Is it possible to determine if a large set of numbers has been faked?
My thinking is that most people, if asked to choose a number at random, seem to select odd numbers for some reason. Also, I’ve read that most people will underestimate the number of repititions in a random sequence.
Can this information be used to assess a document’s authenticity? Are there other any other clues to look for??
It would depend on the properties of the data set.
Is it large? What are the numbers ‘supposed’ to be? For example, if you ask me to check if the doors on this floor are open (1) or closed (0), the fact that most doors are hydraulically shut, and that the sample size (30 or so doors) and range (0 or 1) is super small, means that I can just sit in my chair and come up with ‘reasonable’ fake data.
If you asked me to simulate 10,000 random numbers between 0 and 1000, then I’m confident my numbers wouldn’t be especially ‘random’.
Yes, if it’s faked badly.

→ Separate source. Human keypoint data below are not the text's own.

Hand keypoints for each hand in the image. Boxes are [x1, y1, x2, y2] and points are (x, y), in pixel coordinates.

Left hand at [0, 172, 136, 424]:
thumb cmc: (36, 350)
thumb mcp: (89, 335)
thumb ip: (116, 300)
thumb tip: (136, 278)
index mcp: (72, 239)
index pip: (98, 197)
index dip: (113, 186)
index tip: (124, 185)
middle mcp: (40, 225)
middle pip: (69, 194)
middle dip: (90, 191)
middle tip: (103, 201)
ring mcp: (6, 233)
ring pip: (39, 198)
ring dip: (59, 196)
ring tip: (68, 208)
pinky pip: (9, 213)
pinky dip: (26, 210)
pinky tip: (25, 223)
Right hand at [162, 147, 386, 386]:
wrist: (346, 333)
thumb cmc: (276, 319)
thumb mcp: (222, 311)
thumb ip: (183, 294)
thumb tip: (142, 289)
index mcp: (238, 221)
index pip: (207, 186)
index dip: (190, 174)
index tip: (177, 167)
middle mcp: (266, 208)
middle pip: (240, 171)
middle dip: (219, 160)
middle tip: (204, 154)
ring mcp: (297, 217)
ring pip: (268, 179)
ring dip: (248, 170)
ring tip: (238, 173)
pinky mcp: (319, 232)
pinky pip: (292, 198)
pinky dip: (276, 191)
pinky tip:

For numbers that can be any order of magnitude (i.e. financial records), the firs digit is more likely to be a smaller number - 1?, 1??, 1??, etc are far more common than 9?, 99?, 999?, etc. here is a bit more info on it.
For some types of experiments and surveys, you can calculate the expected variation in results. If the reported data doesn’t comform to expectations, it’s a good reason to suspect some type of fraud or at least a cleaning-up of the data. Mendel’s data on pea plants shows less variation than expected, for example, which indicates some kind of bias (e.g. throwing out data sets which don’t fit the model, or some wishful thinking creeping in when trying to decide whether a particular pea is wrinkled or not).
There are other ways. C.E.M. Hansel, in his book ESP and Parapsychology, demonstrated how faked data was found in a series of test results because there was an anomalously high appearance of one number in every fifth position. Lots of statistical methods can be used to detect anomalies. Look in any book on statistics.
I’ve been interested in the Beford Probabilities for ages, but note that it’s only good for the first digit, and it has to be a number that can have any digit as its first number. You wouldn’t use Benford probabilities to determine if a list of refractive indices were faked, for instance, since almost all of them (in the visible) will start with “1”. But you would expect populations of cities or lengths of rivers to have a Benford distribution of the first digit. (The probability of the first digit being n, by the way, is log((n + 1)/n), where we’re using common logs (base 10).
Second, third, fourth etc. digits have 1/10 probability of each of the digits showing up.
I don’t think that this is correct. For the same reason that 1 as the first digit is more common than 2, 11 as the first two digits is more common than 12. 21 is more common than 22, etc. Some math is here.
Yes, the effect decreases as you move to less significant digits, but it never goes away completely. Though for most practical purposes it’s probably too small to be useful after the first few digits.
IIRC, it is now believed that either Mendel or one of his assistant gardeners faked data on his famous pea plant experiments. The data was so close to the expectations of theory that it would have been wildly improbable for him to be able to obtain such good results.
Depending on the data set and the expectation, there are a number of ways fraud could be discovered.